Yazarın elli yıllık bir süreçte yazdığı dokuz öykü kitabını içeren 822 sayfalık dev bir kitap. Bu kitabı çok uzun bir zaman diliminde okudum. Bazı günler iki üç hikayesini okurken bazı günler ara verdim. Hikayeler çok derin üzerinde düşünülmesi gerekiyor. Yani şöyle elime alayım bir yüz sayfa okuyayım kitabı değil. En azından benim için. Özellikle Doğu Öyküleri, Çığlık ve Gemide kitaplarını çok sevdim. Ancak kitapta son olan fakat yazarın ilk yayınladığı Kaçkınlar’ı bir daha okumam gerekecek sanırım. O hikayeler bana çok ağır geldi.
"Her öyküyü çok sevdim, hepsinden çok etkilendim." diyemem. Ancak öyle öyküler vardı ki kitapta sanki diğer tüm öykülerin parçalarını birleştirmeme yardımcı oldu. Çığlık ve Doğu Öyküleri'nin içerisindeki öyküler en sevdiklerim oldu. Yeniden eskiye giden kronolojide nedense eski öyküleri beni daha çok etkiledi. Hakkari'de Bir Mevsim'in izlerini, dokusunu, hikayesinin özünü içeren öykülerini bir ömür zihnimde taşımak istiyorum. Ben Ferit Edgü'nün anlattığı Doğu'yu çok seviyorum.

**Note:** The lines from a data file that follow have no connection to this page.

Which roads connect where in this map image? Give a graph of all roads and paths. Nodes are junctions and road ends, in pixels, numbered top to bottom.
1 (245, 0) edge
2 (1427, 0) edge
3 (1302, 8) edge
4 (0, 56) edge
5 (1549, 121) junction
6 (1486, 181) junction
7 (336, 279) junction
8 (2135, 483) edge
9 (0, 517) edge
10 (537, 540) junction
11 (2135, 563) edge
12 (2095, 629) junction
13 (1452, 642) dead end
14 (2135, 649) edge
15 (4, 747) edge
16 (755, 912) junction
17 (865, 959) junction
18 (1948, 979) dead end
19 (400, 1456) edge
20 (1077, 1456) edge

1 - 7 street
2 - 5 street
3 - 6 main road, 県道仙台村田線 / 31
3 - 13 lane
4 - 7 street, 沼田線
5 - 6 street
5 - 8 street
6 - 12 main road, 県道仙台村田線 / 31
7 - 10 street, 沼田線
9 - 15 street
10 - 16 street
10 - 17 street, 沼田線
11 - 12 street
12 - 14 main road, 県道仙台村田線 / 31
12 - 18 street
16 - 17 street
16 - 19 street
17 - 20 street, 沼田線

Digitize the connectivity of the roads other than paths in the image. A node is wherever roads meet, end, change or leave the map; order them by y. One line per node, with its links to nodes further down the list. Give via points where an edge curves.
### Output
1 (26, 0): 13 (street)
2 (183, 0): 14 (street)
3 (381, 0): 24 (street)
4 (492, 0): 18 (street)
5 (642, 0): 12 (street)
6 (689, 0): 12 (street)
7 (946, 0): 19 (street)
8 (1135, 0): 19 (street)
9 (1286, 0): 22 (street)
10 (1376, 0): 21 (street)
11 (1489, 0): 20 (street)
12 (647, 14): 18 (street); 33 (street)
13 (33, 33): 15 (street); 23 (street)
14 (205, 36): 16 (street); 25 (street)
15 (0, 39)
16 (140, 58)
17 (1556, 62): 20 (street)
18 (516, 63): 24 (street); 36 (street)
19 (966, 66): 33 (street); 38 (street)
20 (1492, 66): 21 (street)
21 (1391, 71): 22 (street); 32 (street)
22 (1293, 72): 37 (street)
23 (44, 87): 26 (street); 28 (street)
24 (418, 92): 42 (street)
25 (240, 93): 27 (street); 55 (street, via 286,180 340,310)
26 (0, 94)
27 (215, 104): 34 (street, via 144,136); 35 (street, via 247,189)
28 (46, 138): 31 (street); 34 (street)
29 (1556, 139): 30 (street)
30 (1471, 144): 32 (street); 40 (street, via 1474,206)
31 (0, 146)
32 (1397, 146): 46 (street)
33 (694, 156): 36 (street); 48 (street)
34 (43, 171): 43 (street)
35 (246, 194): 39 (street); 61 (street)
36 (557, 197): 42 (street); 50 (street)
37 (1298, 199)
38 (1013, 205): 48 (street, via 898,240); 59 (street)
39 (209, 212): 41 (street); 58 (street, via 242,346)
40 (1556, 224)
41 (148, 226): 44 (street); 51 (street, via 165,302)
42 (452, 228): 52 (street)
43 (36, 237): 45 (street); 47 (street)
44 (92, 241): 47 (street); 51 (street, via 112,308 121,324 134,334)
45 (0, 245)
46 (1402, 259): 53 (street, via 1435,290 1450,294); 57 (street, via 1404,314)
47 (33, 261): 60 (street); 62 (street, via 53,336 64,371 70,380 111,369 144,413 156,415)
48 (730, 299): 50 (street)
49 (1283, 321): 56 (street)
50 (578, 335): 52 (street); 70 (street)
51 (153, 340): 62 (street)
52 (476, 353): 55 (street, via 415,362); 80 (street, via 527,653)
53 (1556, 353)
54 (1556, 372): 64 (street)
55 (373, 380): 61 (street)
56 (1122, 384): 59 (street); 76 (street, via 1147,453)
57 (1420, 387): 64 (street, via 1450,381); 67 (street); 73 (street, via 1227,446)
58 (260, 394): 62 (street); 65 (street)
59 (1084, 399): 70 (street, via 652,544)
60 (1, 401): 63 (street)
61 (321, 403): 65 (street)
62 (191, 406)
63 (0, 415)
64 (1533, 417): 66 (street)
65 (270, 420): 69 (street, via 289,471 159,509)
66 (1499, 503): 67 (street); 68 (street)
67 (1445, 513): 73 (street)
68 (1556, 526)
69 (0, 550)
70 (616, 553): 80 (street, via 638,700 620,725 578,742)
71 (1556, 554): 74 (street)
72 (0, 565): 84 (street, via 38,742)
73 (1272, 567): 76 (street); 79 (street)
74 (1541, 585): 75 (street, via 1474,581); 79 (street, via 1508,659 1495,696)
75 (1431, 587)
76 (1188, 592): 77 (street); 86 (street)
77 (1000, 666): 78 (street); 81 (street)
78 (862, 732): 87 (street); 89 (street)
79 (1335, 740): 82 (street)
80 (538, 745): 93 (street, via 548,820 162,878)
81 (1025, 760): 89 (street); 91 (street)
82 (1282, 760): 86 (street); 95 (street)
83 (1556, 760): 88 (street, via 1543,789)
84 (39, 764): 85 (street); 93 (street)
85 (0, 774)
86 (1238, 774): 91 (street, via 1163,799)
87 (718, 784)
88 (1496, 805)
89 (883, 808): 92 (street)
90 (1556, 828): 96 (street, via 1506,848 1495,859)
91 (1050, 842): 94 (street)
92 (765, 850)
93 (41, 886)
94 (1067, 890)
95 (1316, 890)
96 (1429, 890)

#cevizyorumluyor #leştopluöyküler #feritedgü Herkese merhaba. Kimler yazarı okudu? Kendisiyle ilk #hakkaridebirmevsim kitabıyla oldu. Sonra diğer kitaplarını da aldım. En son bunu. Anlatım tarzı oldukça değişik insanın içinde bilemediği tanımlayamadığı bir his bir iz bırakıyor yazar. Ne zaman okusam, garip olduğu belli olan yazılarında bile insanı bir duraklatıyor. Birşey anlamadığım zamanlarda bile etkiliyor. Bunu yapan böyle hissettiren tek yazar. Memleket dokusu desem değil duygular desem değil. Cidden tanımlanamıyor. Ne anlatmak istedi diye düşündüğünüz her olasılık aslında hepsi de sizi vuracak cinsten hepsi olabilir. Toplu öyküleri olan bu kalın kitapta 1953- 2002 tarihleri arasında yayınladığı kitaplar yer alıyor. #dosesi #iştedenizmaria #doğuöyküleri #çığlık #birgemide #av #devam #bozgun #kaçkınlar olarak 9 tane kitabını bu kolajda bulabilirsiniz. Tek tek bu kitapların yorumunu yapmayacağım zaten tekrardan arattığınızda da karşılaşabilirsiniz. Tek söyleyebileceğim eğer yazarı hiç okumadıysanız kesinlikle bir şans vermeniz ve bol bol etkilenmeye hazır olmanız. Yazar varoluşçu felsefeyi benimsemiş ve Maviciler akımından. Be bu maviciler? Garip Akımı'na karşı çıkıp şairâne bir sanat anlayışını savunmuşlardır. Şiirin basit olmasını değil zengin ve kapalı bir anlatımının olmasını savundular (Vikipedi). Yani basit bir metin çıkmıyor karşınızda bazen konuşma şeklinde ilerleyen metinler var bazen de üstü kapalı şekilde konuyu dile getiren metinler var ve bu üstü kapalılık durumu tüm hikayeler ve tüm yazılarında mevcut yani tam olarak neden bahsettiğini çözemiyorsunuz ve edebiyatın açık değil sanatsal bir şekilde kıvrımlı ve üstü kapalı olmasını savunan bir oluşum. Tabii böyle deyince çoğu insan yazarın eserlerinin kafa karıştırıcı olacağını düşünecektir ama konu çok açık edilmiyor ancak anlaşılır bir dil kullanılmış.“Yaza yaza gördüm ki, dil, benim için bir araç değil, yapıtın temeli, iskeleti, her şeyi. Bu noktaya vardığınızda, artık dili süslemenin, benzetmelere gitmenin, bol bol niteleme sıfatlarını kullanmanın bir anlamı olmadığını görüyorsunuz. Göz boyamadan, söz sanatlarının yaldızıyla içi boş imgeler yaratmadan, yalın, olduğunca yalın, yalansız, dolansız bir anlatım.” diyor yazar tarzı için.
Say yayınları mükemmel bir iş yaparak Ferit Edgü öykülerini tek ciltte toplamış. Okuduğum ilk Ferit Edgü kitabı oldu diyeceğim ama 9 kitabın toplamı olduğu için yazarın antolojisine hızlı bir giriş yapmış oldum. Hikayecilik anlayışını çok beğendim. Kendine has anlatım tarzı bana yazdıklarının özyaşamöyküsel olduğunu düşündürmeye başladığı bir anda yazar hangi öyküde nereden esinlediğini, neden yazdığını açıklayınca yanıldığımı anladım ve hayranlığım da iki kat arttı. Ders notları kitaplarını okuma listeme ekledim. Bir de halk kütüphanesinde Ferit Edgü ve hikayeciliği üzerine yazılmış cüsseli bir kitap buldum. En kısa zamanda bu önemli yazarı okumaya geri döneceğim.